Sharp Rise In Urban Gun Crime Following Police Capitulation On Stop And Search

AP Photo/Alexandre Meneghini
AP Photo/Alexandre Meneghini

There has been a dramatic rise in urban gun crime across the UK in the past 12 months, leaping by nearly a quarter in London, statistics reveal. The rise coincides with increases in stabbings, knife possession and serious youth violence – exactly one year after extra restrictions were put on police use of stop and search tactics.

The stark rise has sparked fears that gang activity is resurgent in the capital, follow several years of falling violent crime rates.

Just over twelve months ago, Home Secretary Theresa May unveiled a series of measures scaling back the way police can stop and search suspects, because of accusations that the practice was “damaging relations” between the police and “ethnic minorities.” Crime figures for that year have now  been published.

Statistics reveal that gun crime overall, including possession of a firearm, increased by 12 per cent in London in the year to September, The Times reports.

The number of times a firearm was discharged in the capital rose even more dramatically to 352, an increase of 16.5 per cent compared with the previous 12 months.

Follows several years of consistent decline in gun crime, a Metropolitan Police spokesman said the figures were “of considerable concern to us.”

It was revealed just two months ago, in June, that youth stabbings had leapt by 18 per cent in just 12 months, prompting the Metropolitan Police to step up their use of stop-and-search in some heavily crime-hit areas.

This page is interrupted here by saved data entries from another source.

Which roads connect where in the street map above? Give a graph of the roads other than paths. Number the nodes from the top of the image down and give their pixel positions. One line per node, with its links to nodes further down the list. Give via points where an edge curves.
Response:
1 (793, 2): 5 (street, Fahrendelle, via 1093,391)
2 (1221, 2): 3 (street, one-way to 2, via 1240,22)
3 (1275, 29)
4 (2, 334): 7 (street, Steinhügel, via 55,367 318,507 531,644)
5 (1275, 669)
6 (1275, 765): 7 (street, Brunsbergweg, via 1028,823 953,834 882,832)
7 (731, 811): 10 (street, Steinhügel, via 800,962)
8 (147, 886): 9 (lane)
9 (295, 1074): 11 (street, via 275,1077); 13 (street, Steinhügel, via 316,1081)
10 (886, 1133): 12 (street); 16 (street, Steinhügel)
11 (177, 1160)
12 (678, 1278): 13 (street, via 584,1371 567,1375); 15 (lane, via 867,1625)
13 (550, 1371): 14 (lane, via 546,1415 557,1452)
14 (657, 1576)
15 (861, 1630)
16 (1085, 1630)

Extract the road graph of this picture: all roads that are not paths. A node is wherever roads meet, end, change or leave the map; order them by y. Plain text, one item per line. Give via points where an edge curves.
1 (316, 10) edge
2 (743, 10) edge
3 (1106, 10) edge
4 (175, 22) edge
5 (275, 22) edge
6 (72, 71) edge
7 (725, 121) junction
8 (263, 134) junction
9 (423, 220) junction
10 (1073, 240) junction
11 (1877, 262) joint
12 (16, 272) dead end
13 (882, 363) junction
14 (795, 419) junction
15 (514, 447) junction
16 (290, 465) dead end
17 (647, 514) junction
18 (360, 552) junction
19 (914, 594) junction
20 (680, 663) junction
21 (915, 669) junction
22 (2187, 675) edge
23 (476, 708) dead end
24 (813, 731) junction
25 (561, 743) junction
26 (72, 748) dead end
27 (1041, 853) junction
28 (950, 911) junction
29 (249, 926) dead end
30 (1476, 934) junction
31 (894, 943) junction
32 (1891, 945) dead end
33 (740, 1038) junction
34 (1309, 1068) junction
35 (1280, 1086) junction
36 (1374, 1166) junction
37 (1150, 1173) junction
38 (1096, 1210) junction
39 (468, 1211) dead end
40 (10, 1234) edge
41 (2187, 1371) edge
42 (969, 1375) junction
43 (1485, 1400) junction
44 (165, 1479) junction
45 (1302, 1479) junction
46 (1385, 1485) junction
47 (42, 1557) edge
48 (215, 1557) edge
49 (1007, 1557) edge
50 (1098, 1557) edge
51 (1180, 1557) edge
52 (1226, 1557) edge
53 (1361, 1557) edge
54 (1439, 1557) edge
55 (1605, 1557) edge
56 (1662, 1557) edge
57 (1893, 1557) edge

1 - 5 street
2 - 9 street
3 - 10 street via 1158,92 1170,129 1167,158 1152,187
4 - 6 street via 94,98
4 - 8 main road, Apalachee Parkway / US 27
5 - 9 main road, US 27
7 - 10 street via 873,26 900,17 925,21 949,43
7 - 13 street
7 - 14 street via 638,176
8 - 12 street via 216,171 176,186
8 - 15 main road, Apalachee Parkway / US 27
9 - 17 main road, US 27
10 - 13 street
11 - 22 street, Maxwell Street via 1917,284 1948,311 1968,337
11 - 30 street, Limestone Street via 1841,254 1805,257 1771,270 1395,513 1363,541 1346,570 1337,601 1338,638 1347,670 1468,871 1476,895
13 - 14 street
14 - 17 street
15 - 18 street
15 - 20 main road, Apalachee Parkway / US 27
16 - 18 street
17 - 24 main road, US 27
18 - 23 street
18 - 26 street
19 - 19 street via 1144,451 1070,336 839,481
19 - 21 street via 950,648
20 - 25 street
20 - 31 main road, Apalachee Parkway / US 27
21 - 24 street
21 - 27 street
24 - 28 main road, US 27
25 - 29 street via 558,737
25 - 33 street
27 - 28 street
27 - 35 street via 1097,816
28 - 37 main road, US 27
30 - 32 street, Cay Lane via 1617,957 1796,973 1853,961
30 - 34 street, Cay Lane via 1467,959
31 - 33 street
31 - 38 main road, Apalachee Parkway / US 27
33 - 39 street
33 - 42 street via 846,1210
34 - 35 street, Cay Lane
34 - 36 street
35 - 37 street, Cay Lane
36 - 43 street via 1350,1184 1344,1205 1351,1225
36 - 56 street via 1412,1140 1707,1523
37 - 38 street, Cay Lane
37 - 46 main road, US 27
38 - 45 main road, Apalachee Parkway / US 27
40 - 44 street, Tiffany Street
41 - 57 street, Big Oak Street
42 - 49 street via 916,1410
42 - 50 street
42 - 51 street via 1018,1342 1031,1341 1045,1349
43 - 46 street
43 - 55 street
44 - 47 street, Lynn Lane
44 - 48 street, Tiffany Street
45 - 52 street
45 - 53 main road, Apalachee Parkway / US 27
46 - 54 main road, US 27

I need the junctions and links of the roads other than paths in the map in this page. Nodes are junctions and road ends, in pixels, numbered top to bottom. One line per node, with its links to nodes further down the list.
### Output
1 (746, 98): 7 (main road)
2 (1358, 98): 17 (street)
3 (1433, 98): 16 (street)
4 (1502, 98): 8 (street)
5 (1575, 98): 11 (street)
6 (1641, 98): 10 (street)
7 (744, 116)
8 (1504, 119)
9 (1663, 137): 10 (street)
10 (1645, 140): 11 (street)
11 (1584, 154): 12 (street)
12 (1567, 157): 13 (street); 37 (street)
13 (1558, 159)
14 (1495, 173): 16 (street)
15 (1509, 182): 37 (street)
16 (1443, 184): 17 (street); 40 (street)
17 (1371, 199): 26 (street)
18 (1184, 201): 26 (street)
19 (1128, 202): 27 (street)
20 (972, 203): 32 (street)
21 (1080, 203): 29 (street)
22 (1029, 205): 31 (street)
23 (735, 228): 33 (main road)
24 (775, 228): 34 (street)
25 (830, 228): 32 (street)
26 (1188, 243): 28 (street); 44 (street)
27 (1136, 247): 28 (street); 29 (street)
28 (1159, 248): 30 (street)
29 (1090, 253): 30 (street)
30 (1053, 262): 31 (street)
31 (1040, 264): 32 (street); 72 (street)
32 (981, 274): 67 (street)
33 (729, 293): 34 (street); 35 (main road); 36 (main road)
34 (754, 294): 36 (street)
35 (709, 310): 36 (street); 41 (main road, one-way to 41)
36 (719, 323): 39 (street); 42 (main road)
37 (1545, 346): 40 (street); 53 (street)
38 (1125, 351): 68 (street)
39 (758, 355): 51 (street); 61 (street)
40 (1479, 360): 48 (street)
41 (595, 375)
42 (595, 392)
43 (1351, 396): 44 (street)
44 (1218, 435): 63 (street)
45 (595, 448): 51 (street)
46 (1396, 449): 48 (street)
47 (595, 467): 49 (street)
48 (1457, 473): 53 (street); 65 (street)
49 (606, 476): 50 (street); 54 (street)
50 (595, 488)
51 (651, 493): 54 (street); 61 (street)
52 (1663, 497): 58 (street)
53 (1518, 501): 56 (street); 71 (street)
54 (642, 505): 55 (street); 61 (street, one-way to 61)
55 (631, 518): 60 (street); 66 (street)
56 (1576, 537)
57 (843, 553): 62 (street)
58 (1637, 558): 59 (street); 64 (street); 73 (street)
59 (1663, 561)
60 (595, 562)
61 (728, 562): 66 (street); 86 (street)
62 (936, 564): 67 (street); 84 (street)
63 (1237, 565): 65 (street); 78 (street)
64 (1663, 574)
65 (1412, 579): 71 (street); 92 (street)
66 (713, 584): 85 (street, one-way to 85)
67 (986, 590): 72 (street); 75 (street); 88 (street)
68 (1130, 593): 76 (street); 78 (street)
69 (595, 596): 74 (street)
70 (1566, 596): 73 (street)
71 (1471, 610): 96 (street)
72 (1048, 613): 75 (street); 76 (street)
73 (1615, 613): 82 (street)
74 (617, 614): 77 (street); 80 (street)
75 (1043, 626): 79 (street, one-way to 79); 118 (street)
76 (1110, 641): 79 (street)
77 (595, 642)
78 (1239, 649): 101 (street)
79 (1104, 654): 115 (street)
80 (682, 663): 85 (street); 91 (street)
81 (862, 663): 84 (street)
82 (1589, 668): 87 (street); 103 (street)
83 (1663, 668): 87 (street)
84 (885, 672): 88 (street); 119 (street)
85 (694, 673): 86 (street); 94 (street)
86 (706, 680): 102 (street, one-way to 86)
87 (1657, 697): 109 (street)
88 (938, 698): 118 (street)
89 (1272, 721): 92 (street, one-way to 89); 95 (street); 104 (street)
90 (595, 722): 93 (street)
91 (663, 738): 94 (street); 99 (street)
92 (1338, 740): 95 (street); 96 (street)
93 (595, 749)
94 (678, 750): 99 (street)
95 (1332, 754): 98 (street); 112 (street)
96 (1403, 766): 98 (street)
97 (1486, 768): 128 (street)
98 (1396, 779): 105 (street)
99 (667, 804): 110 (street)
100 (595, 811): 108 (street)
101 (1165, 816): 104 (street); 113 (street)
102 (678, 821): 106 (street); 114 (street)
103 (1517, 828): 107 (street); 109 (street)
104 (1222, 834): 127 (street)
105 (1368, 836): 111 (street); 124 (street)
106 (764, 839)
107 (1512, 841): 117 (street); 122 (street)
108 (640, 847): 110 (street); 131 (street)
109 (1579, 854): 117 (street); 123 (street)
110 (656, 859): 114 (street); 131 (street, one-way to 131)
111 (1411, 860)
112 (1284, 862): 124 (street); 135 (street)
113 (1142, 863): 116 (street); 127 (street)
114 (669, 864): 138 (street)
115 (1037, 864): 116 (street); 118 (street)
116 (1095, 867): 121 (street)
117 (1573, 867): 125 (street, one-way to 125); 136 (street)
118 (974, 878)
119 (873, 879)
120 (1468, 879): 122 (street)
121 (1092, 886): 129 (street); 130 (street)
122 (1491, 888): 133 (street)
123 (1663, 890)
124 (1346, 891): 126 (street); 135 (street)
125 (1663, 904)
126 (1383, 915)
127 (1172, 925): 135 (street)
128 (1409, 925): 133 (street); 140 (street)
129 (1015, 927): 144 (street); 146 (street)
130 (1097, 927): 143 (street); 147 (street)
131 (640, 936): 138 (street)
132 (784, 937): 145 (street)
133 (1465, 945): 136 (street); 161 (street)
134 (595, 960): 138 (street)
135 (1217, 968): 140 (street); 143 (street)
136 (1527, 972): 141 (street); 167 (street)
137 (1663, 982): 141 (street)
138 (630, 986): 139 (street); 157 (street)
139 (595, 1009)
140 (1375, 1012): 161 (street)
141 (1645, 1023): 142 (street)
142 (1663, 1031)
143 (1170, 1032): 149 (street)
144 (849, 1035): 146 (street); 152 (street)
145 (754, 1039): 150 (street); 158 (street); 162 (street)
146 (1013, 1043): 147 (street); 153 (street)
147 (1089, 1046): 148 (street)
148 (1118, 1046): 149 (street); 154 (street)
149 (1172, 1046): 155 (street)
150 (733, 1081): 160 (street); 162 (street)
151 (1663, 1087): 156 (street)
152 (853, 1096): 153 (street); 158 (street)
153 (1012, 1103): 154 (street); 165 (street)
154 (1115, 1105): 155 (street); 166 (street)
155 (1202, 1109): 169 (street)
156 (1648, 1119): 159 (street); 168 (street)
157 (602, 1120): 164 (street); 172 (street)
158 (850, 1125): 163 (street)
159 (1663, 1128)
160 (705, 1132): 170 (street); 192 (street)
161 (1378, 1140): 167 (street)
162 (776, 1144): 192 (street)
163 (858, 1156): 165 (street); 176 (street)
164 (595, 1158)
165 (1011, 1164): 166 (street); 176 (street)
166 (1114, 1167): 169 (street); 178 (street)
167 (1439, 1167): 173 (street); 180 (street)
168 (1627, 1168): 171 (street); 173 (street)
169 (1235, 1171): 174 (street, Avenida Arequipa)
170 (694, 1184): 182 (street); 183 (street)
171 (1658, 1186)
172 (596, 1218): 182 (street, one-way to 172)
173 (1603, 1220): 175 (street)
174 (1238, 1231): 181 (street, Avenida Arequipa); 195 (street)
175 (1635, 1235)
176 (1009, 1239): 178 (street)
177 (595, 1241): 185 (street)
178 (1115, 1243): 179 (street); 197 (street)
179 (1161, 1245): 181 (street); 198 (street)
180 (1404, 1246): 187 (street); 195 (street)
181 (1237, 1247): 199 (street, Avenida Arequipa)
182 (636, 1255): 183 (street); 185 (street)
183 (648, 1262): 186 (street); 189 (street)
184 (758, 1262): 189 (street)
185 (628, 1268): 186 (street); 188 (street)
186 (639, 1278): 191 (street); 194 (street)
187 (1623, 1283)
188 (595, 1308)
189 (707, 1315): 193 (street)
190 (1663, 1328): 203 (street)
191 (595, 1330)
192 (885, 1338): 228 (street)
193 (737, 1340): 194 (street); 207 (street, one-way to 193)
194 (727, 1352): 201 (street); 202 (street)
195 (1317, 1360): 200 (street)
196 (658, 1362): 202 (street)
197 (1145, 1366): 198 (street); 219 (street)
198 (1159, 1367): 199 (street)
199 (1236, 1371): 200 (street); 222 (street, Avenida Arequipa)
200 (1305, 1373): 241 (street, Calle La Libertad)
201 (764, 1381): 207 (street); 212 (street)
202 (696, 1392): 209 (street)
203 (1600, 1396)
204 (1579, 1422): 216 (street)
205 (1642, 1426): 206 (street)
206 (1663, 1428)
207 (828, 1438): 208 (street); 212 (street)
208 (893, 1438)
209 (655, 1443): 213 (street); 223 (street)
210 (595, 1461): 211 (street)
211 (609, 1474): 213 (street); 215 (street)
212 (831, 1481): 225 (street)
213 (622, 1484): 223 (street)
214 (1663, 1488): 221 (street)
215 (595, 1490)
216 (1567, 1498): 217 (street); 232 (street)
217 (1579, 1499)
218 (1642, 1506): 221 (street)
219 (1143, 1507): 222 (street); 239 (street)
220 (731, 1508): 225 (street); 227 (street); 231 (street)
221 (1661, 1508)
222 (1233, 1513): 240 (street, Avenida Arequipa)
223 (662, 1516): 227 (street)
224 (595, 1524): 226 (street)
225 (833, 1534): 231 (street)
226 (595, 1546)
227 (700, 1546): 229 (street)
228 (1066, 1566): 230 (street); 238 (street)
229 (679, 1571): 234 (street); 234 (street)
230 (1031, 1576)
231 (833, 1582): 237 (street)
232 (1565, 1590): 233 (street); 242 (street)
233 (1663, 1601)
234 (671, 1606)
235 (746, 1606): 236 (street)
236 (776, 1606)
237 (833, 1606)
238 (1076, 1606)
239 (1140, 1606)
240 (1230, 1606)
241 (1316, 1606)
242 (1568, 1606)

The United Kingdom is not alone in witnessing a rise in violent crime. Startling rises in murder and violent crime rates have been observed across the United States over the past year, including in New York, Dallas, New Orleans and Baltimore.

Many commentators have blamed rising crime on American streets on the emergence of the “black lives matter” movement, and the police’s subsequent backing down in how they patrol and police America’s cities.